### TRY IT
Exact copies of the records below are required.

### DATA SUPPLIED

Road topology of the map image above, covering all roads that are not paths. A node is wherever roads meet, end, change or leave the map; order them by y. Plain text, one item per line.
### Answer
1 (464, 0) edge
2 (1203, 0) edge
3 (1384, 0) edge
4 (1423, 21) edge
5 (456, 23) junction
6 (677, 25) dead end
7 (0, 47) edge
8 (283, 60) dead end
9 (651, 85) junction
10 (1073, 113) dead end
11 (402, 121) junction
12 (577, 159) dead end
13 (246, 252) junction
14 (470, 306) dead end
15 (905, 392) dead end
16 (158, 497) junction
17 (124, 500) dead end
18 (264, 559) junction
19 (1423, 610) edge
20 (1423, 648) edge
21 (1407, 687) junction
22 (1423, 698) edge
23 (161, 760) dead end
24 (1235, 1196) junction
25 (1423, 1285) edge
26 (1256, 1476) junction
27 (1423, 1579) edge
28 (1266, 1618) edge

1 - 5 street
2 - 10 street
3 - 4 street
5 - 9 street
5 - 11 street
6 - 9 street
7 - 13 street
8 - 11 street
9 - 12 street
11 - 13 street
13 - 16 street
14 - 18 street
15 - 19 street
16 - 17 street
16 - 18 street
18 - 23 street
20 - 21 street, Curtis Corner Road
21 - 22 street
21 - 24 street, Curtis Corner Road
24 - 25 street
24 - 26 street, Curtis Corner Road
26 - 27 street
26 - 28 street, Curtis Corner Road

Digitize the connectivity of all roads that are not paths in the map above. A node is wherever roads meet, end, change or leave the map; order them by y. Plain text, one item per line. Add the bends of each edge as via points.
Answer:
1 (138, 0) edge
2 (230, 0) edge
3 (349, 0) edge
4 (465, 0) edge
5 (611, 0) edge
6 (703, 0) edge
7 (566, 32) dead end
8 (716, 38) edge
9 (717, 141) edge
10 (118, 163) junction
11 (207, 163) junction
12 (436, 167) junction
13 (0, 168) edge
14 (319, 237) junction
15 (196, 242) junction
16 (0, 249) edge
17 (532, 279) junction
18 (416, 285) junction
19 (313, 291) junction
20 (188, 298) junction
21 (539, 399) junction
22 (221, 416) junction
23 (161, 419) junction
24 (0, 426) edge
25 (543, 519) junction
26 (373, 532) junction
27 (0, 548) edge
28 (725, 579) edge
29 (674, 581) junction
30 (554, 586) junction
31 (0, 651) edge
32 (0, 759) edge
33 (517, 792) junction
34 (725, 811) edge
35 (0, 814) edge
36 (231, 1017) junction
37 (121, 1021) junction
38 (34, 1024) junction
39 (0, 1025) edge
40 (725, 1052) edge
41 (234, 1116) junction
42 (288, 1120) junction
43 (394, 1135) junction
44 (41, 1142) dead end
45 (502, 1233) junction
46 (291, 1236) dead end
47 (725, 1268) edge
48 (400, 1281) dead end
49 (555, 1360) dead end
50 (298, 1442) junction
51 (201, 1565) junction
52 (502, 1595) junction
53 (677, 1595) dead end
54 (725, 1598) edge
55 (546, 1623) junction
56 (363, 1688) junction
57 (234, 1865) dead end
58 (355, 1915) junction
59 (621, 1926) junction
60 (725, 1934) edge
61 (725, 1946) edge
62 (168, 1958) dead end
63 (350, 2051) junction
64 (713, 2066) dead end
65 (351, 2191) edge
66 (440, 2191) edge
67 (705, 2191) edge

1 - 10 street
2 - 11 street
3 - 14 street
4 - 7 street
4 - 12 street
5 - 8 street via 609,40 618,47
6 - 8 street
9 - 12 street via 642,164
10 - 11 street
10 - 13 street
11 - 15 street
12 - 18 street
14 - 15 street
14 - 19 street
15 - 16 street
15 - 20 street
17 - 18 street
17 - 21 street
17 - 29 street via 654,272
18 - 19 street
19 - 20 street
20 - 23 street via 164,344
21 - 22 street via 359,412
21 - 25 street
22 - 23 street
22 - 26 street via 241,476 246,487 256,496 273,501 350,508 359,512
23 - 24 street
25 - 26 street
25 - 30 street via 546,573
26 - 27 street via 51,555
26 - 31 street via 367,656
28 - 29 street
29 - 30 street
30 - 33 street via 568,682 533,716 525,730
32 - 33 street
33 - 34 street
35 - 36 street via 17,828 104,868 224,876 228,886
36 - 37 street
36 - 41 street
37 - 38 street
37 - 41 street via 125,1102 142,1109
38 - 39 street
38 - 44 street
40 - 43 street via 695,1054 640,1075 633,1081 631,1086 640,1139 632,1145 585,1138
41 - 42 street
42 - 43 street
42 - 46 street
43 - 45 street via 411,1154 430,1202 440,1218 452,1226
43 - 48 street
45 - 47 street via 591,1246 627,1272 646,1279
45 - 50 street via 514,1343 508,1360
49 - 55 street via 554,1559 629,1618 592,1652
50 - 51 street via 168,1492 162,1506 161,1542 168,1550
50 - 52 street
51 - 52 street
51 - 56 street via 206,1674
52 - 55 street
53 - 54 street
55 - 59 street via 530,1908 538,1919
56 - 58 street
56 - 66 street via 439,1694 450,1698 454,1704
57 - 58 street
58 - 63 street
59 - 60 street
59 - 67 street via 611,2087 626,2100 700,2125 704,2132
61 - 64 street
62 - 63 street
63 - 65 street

### TASK ANSWER
Road topology of the map image above, covering all roads that are not paths. A node is wherever roads meet, end, change or leave the map; order them by y. Plain text, one item per line.
### Answer
1 (464, 0) edge
2 (1203, 0) edge
3 (1384, 0) edge
4 (1423, 21) edge
5 (456, 23) junction
6 (677, 25) dead end
7 (0, 47) edge
8 (283, 60) dead end
9 (651, 85) junction
10 (1073, 113) dead end
11 (402, 121) junction
12 (577, 159) dead end
13 (246, 252) junction
14 (470, 306) dead end
15 (905, 392) dead end
16 (158, 497) junction
17 (124, 500) dead end
18 (264, 559) junction
19 (1423, 610) edge
20 (1423, 648) edge
21 (1407, 687) junction
22 (1423, 698) edge
23 (161, 760) dead end
24 (1235, 1196) junction
25 (1423, 1285) edge
26 (1256, 1476) junction
27 (1423, 1579) edge
28 (1266, 1618) edge

1 - 5 street
2 - 10 street
3 - 4 street
5 - 9 street
5 - 11 street
6 - 9 street
7 - 13 street
8 - 11 street
9 - 12 street
11 - 13 street
13 - 16 street
14 - 18 street
15 - 19 street
16 - 17 street
16 - 18 street
18 - 23 street
20 - 21 street, Curtis Corner Road
21 - 22 street
21 - 24 street, Curtis Corner Road
24 - 25 street
24 - 26 street, Curtis Corner Road
26 - 27 street
26 - 28 street, Curtis Corner Road

Digitize the connectivity of all roads that are not paths in the map above. A node is wherever roads meet, end, change or leave the map; order them by y. Plain text, one item per line. Add the bends of each edge as via points.
Answer:
1 (138, 0) edge
2 (230, 0) edge
3 (349, 0) edge
4 (465, 0) edge
5 (611, 0) edge
6 (703, 0) edge
7 (566, 32) dead end
8 (716, 38) edge
9 (717, 141) edge
10 (118, 163) junction
11 (207, 163) junction
12 (436, 167) junction
13 (0, 168) edge
14 (319, 237) junction
15 (196, 242) junction
16 (0, 249) edge
17 (532, 279) junction
18 (416, 285) junction
19 (313, 291) junction
20 (188, 298) junction
21 (539, 399) junction
22 (221, 416) junction
23 (161, 419) junction
24 (0, 426) edge
25 (543, 519) junction
26 (373, 532) junction
27 (0, 548) edge
28 (725, 579) edge
29 (674, 581) junction
30 (554, 586) junction
31 (0, 651) edge
32 (0, 759) edge
33 (517, 792) junction
34 (725, 811) edge
35 (0, 814) edge
36 (231, 1017) junction
37 (121, 1021) junction
38 (34, 1024) junction
39 (0, 1025) edge
40 (725, 1052) edge
41 (234, 1116) junction
42 (288, 1120) junction
43 (394, 1135) junction
44 (41, 1142) dead end
45 (502, 1233) junction
46 (291, 1236) dead end
47 (725, 1268) edge
48 (400, 1281) dead end
49 (555, 1360) dead end
50 (298, 1442) junction
51 (201, 1565) junction
52 (502, 1595) junction
53 (677, 1595) dead end
54 (725, 1598) edge
55 (546, 1623) junction
56 (363, 1688) junction
57 (234, 1865) dead end
58 (355, 1915) junction
59 (621, 1926) junction
60 (725, 1934) edge
61 (725, 1946) edge
62 (168, 1958) dead end
63 (350, 2051) junction
64 (713, 2066) dead end
65 (351, 2191) edge
66 (440, 2191) edge
67 (705, 2191) edge

1 - 10 street
2 - 11 street
3 - 14 street
4 - 7 street
4 - 12 street
5 - 8 street via 609,40 618,47
6 - 8 street
9 - 12 street via 642,164
10 - 11 street
10 - 13 street
11 - 15 street
12 - 18 street
14 - 15 street
14 - 19 street
15 - 16 street
15 - 20 street
17 - 18 street
17 - 21 street
17 - 29 street via 654,272
18 - 19 street
19 - 20 street
20 - 23 street via 164,344
21 - 22 street via 359,412
21 - 25 street
22 - 23 street
22 - 26 street via 241,476 246,487 256,496 273,501 350,508 359,512
23 - 24 street
25 - 26 street
25 - 30 street via 546,573
26 - 27 street via 51,555
26 - 31 street via 367,656
28 - 29 street
29 - 30 street
30 - 33 street via 568,682 533,716 525,730
32 - 33 street
33 - 34 street
35 - 36 street via 17,828 104,868 224,876 228,886
36 - 37 street
36 - 41 street
37 - 38 street
37 - 41 street via 125,1102 142,1109
38 - 39 street
38 - 44 street
40 - 43 street via 695,1054 640,1075 633,1081 631,1086 640,1139 632,1145 585,1138
41 - 42 street
42 - 43 street
42 - 46 street
43 - 45 street via 411,1154 430,1202 440,1218 452,1226
43 - 48 street
45 - 47 street via 591,1246 627,1272 646,1279
45 - 50 street via 514,1343 508,1360
49 - 55 street via 554,1559 629,1618 592,1652
50 - 51 street via 168,1492 162,1506 161,1542 168,1550
50 - 52 street
51 - 52 street
51 - 56 street via 206,1674
52 - 55 street
53 - 54 street
55 - 59 street via 530,1908 538,1919
56 - 58 street
56 - 66 street via 439,1694 450,1698 454,1704
57 - 58 street
58 - 63 street
59 - 60 street
59 - 67 street via 611,2087 626,2100 700,2125 704,2132
61 - 64 street
62 - 63 street
63 - 65 street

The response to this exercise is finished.